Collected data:
++++++

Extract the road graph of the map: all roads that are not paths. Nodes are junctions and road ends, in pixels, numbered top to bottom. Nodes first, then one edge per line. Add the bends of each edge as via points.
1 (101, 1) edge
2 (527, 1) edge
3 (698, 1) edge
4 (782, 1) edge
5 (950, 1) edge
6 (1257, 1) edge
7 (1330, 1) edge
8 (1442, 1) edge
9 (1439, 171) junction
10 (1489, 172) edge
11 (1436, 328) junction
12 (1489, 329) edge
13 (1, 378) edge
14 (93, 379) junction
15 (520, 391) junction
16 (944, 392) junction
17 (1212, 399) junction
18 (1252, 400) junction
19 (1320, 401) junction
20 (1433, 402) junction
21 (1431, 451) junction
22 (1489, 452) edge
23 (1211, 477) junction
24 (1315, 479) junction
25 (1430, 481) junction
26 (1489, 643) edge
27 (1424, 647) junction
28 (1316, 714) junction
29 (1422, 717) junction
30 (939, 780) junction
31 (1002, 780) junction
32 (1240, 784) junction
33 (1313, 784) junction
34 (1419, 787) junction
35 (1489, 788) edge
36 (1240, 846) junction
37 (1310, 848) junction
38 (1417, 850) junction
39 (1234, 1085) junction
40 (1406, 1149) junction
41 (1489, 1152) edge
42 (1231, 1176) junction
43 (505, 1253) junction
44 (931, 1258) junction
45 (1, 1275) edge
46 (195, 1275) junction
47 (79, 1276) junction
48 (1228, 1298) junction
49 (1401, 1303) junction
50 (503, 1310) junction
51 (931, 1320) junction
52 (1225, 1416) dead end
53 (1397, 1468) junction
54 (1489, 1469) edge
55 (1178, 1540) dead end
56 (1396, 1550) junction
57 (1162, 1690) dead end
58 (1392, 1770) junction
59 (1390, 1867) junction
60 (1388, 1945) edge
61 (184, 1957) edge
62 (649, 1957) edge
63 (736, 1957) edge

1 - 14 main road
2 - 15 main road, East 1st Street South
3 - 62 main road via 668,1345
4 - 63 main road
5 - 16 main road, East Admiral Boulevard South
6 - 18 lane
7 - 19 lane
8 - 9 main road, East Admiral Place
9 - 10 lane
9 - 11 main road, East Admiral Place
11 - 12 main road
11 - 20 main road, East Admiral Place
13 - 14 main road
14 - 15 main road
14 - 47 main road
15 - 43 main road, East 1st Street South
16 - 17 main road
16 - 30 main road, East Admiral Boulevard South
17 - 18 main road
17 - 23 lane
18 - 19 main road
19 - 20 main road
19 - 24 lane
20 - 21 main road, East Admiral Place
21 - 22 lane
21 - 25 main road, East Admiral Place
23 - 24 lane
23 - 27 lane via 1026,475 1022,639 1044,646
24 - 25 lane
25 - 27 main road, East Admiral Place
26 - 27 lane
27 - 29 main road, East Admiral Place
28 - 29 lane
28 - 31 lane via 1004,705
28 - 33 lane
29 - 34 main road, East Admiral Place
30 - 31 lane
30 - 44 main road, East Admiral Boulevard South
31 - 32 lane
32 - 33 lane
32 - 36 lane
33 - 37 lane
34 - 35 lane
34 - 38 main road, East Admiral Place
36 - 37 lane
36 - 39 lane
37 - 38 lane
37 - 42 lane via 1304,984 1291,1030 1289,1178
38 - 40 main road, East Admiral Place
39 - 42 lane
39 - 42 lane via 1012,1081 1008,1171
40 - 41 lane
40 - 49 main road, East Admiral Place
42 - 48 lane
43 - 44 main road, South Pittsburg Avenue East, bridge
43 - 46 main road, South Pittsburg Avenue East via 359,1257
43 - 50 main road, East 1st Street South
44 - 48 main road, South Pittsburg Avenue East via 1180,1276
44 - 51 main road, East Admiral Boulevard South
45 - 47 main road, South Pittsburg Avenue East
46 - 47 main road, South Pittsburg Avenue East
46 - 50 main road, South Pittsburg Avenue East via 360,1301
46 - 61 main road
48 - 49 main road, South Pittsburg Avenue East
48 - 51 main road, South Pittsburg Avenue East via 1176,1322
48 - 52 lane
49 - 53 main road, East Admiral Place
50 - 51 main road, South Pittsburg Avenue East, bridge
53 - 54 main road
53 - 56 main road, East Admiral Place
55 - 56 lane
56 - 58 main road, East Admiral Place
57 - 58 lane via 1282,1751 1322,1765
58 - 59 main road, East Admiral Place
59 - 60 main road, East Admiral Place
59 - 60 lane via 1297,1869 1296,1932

++++++

→ ASSIGNED TASK
Repeat back all entries verbatim.

→ YOUR RESPONSE
Extract the road graph of the map: all roads that are not paths. Nodes are junctions and road ends, in pixels, numbered top to bottom. Nodes first, then one edge per line. Add the bends of each edge as via points.
1 (101, 1) edge
2 (527, 1) edge
3 (698, 1) edge
4 (782, 1) edge
5 (950, 1) edge
6 (1257, 1) edge
7 (1330, 1) edge
8 (1442, 1) edge
9 (1439, 171) junction
10 (1489, 172) edge
11 (1436, 328) junction
12 (1489, 329) edge
13 (1, 378) edge
14 (93, 379) junction
15 (520, 391) junction
16 (944, 392) junction
17 (1212, 399) junction
18 (1252, 400) junction
19 (1320, 401) junction
20 (1433, 402) junction
21 (1431, 451) junction
22 (1489, 452) edge
23 (1211, 477) junction
24 (1315, 479) junction
25 (1430, 481) junction
26 (1489, 643) edge
27 (1424, 647) junction
28 (1316, 714) junction
29 (1422, 717) junction
30 (939, 780) junction
31 (1002, 780) junction
32 (1240, 784) junction
33 (1313, 784) junction
34 (1419, 787) junction
35 (1489, 788) edge
36 (1240, 846) junction
37 (1310, 848) junction
38 (1417, 850) junction
39 (1234, 1085) junction
40 (1406, 1149) junction
41 (1489, 1152) edge
42 (1231, 1176) junction
43 (505, 1253) junction
44 (931, 1258) junction
45 (1, 1275) edge
46 (195, 1275) junction
47 (79, 1276) junction
48 (1228, 1298) junction
49 (1401, 1303) junction
50 (503, 1310) junction
51 (931, 1320) junction
52 (1225, 1416) dead end
53 (1397, 1468) junction
54 (1489, 1469) edge
55 (1178, 1540) dead end
56 (1396, 1550) junction
57 (1162, 1690) dead end
58 (1392, 1770) junction
59 (1390, 1867) junction
60 (1388, 1945) edge
61 (184, 1957) edge
62 (649, 1957) edge
63 (736, 1957) edge

1 - 14 main road
2 - 15 main road, East 1st Street South
3 - 62 main road via 668,1345
4 - 63 main road
5 - 16 main road, East Admiral Boulevard South
6 - 18 lane
7 - 19 lane
8 - 9 main road, East Admiral Place
9 - 10 lane
9 - 11 main road, East Admiral Place
11 - 12 main road
11 - 20 main road, East Admiral Place
13 - 14 main road
14 - 15 main road
14 - 47 main road
15 - 43 main road, East 1st Street South
16 - 17 main road
16 - 30 main road, East Admiral Boulevard South
17 - 18 main road
17 - 23 lane
18 - 19 main road
19 - 20 main road
19 - 24 lane
20 - 21 main road, East Admiral Place
21 - 22 lane
21 - 25 main road, East Admiral Place
23 - 24 lane
23 - 27 lane via 1026,475 1022,639 1044,646
24 - 25 lane
25 - 27 main road, East Admiral Place
26 - 27 lane
27 - 29 main road, East Admiral Place
28 - 29 lane
28 - 31 lane via 1004,705
28 - 33 lane
29 - 34 main road, East Admiral Place
30 - 31 lane
30 - 44 main road, East Admiral Boulevard South
31 - 32 lane
32 - 33 lane
32 - 36 lane
33 - 37 lane
34 - 35 lane
34 - 38 main road, East Admiral Place
36 - 37 lane
36 - 39 lane
37 - 38 lane
37 - 42 lane via 1304,984 1291,1030 1289,1178
38 - 40 main road, East Admiral Place
39 - 42 lane
39 - 42 lane via 1012,1081 1008,1171
40 - 41 lane
40 - 49 main road, East Admiral Place
42 - 48 lane
43 - 44 main road, South Pittsburg Avenue East, bridge
43 - 46 main road, South Pittsburg Avenue East via 359,1257
43 - 50 main road, East 1st Street South
44 - 48 main road, South Pittsburg Avenue East via 1180,1276
44 - 51 main road, East Admiral Boulevard South
45 - 47 main road, South Pittsburg Avenue East
46 - 47 main road, South Pittsburg Avenue East
46 - 50 main road, South Pittsburg Avenue East via 360,1301
46 - 61 main road
48 - 49 main road, South Pittsburg Avenue East
48 - 51 main road, South Pittsburg Avenue East via 1176,1322
48 - 52 lane
49 - 53 main road, East Admiral Place
50 - 51 main road, South Pittsburg Avenue East, bridge
53 - 54 main road
53 - 56 main road, East Admiral Place
55 - 56 lane
56 - 58 main road, East Admiral Place
57 - 58 lane via 1282,1751 1322,1765
58 - 59 main road, East Admiral Place
59 - 60 main road, East Admiral Place
59 - 60 lane via 1297,1869 1296,1932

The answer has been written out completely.